PE_RTR#trace vrf CUST-A-NEW-ISP 50.50.50.50 source lo1

Type escape sequence to abort.
Tracing the route to 50.50.50.50

 1 10.1.3.2 [MPLS: Labels 16/20 Exp 0] 44 msec 40 msec 52 msec
 2 10.20.20.1 [MPLS: Label 20 Exp 0] 32 msec 36 msec 52 msec
 3 10.20.20.2 52 msec 40 msec 32 msec
 4 192.168.51.1 54 msec 39 msec 31 msec
 5 200.200.200.2 68 msec 60 msec 32 msec
 6 200.222.222.2 65 msec 143 msec 62 msec

PE_RTR#
PE_RTR#trace vrf CUST-A-NEW-ISP 192.168.101.1 source lo1

Type escape sequence to abort.
Tracing the route to 192.168.101.1

 1 10.1.3.2 [MPLS: Labels 16/22 Exp 0] 56 msec 52 msec 44 msec
 2 10.10.10.1 [MPLS: Label 22 Exp 0] 36 msec 24 msec 24 msec
 3 10.10.10.2 40 msec 40 msec 36 msec
 4 192.168.50.1 26 msec 57 msec 23 msec
 5 192.168.101.1 32 msec 48 msec 36 msec
PE_RTR#

One final point to make is that advertising the PI space to both providers for backup purposes was a possibility. as-path prepend could have been used from breakout site 2 to make it less preferred. But complications come into play depending on how each provider advertises the PI space and whether they honour any adjustments that the customer makes. Should return traffic not follow the same path, stateful firewall sessions would also encounter also difficulty.

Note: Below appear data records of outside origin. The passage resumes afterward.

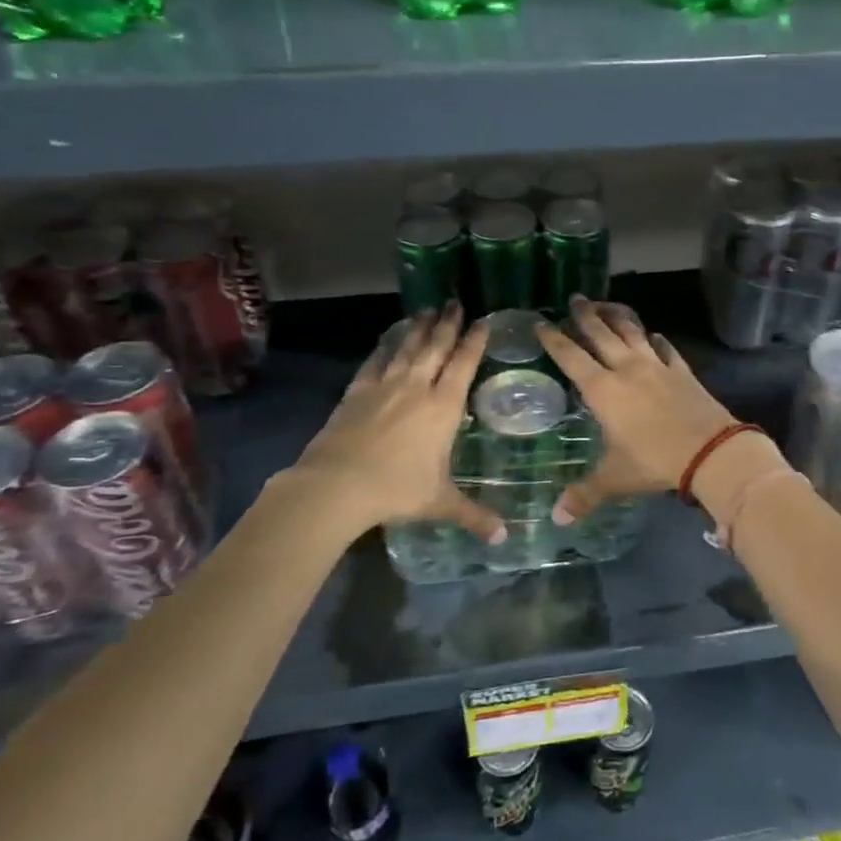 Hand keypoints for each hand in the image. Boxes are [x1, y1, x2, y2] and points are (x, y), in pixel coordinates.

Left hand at [292, 303, 505, 544]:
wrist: (337, 485)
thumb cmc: (396, 489)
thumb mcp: (440, 502)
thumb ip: (473, 515)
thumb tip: (504, 539)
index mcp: (443, 407)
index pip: (464, 364)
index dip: (475, 340)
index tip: (483, 320)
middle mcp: (416, 387)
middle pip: (436, 346)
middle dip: (447, 323)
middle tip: (454, 301)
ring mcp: (384, 386)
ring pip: (406, 347)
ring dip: (418, 327)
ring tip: (426, 310)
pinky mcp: (356, 392)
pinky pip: (375, 361)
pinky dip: (384, 347)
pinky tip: (387, 340)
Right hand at [534, 297, 738, 522]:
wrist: (710, 451)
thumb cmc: (654, 461)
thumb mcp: (614, 478)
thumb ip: (584, 494)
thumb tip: (556, 518)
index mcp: (603, 390)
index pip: (571, 357)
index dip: (554, 340)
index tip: (541, 323)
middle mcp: (626, 369)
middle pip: (601, 335)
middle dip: (585, 316)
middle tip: (575, 299)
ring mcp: (657, 366)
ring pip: (633, 332)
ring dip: (618, 317)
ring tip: (607, 304)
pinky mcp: (682, 371)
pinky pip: (666, 349)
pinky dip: (657, 340)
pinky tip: (655, 335) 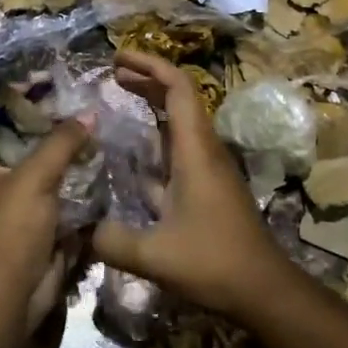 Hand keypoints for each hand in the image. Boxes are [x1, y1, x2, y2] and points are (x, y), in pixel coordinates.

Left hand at [0, 109, 89, 329]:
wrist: (11, 295)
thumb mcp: (34, 177)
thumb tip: (88, 114)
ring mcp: (12, 200)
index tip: (30, 79)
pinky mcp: (34, 220)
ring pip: (35, 162)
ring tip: (86, 122)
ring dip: (57, 147)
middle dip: (37, 118)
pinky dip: (69, 174)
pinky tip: (93, 158)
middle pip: (10, 136)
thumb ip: (61, 143)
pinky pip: (52, 188)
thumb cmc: (9, 229)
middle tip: (68, 98)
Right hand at [91, 51, 288, 316]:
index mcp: (195, 151)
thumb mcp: (155, 255)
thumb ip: (112, 241)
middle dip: (146, 79)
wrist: (263, 289)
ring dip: (152, 106)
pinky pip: (177, 148)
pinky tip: (130, 154)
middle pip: (178, 98)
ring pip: (178, 123)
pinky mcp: (207, 187)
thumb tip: (83, 229)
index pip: (177, 88)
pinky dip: (154, 138)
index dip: (150, 65)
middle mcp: (203, 150)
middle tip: (112, 72)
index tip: (118, 58)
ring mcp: (207, 168)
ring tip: (118, 99)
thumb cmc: (214, 263) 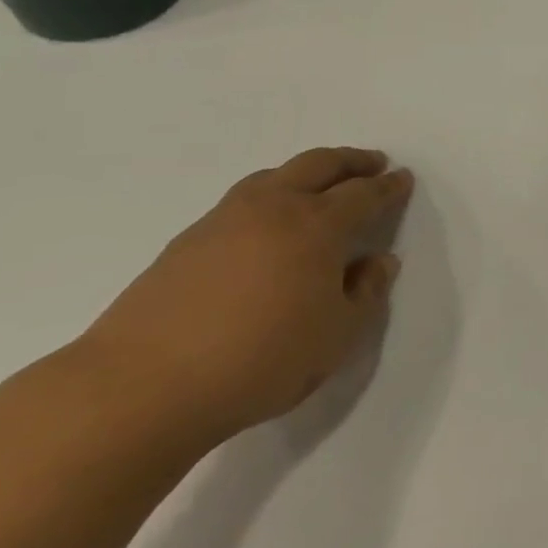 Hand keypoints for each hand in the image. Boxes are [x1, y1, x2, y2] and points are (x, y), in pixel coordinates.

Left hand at [80, 147, 413, 443]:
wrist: (144, 386)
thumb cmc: (261, 360)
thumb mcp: (337, 336)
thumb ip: (366, 294)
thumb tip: (378, 262)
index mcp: (317, 226)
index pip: (363, 194)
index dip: (388, 187)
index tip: (403, 179)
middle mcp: (273, 208)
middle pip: (319, 165)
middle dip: (351, 160)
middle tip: (372, 163)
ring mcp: (224, 220)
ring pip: (274, 176)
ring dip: (307, 171)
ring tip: (321, 184)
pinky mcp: (187, 241)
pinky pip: (243, 200)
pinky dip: (270, 195)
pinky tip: (268, 224) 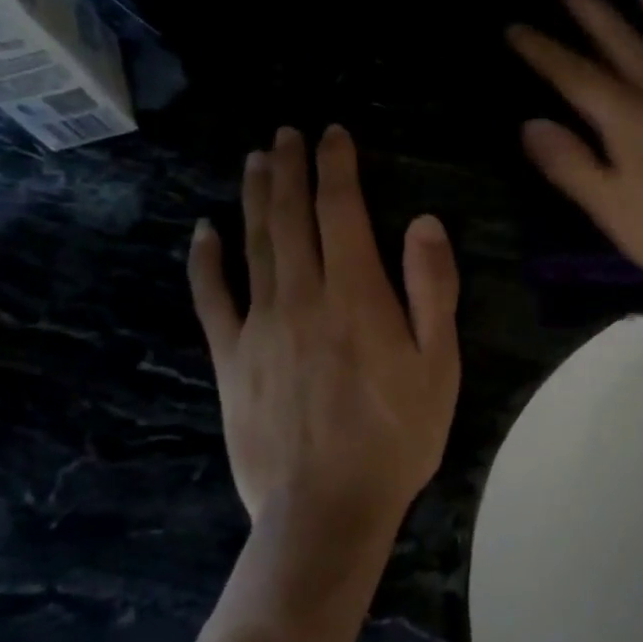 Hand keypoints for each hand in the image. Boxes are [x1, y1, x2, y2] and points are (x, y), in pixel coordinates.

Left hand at [187, 125, 460, 538]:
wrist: (326, 509)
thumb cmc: (396, 436)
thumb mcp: (439, 365)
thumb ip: (431, 289)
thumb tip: (424, 222)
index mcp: (356, 295)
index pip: (342, 210)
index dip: (337, 167)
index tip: (333, 135)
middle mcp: (302, 296)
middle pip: (292, 216)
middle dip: (291, 168)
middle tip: (286, 132)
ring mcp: (259, 326)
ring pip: (254, 244)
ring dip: (255, 196)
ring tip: (256, 159)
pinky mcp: (231, 358)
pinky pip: (212, 298)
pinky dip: (206, 260)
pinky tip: (204, 231)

So a pretty straight forward solution in the end but interesting from the perspective of a migration standpoint. I am interest to hear thoughts on whether anyone would have taken a different approach. Perhaps we should have done policy based routing or maybe another solution? As usual thoughts are always welcome.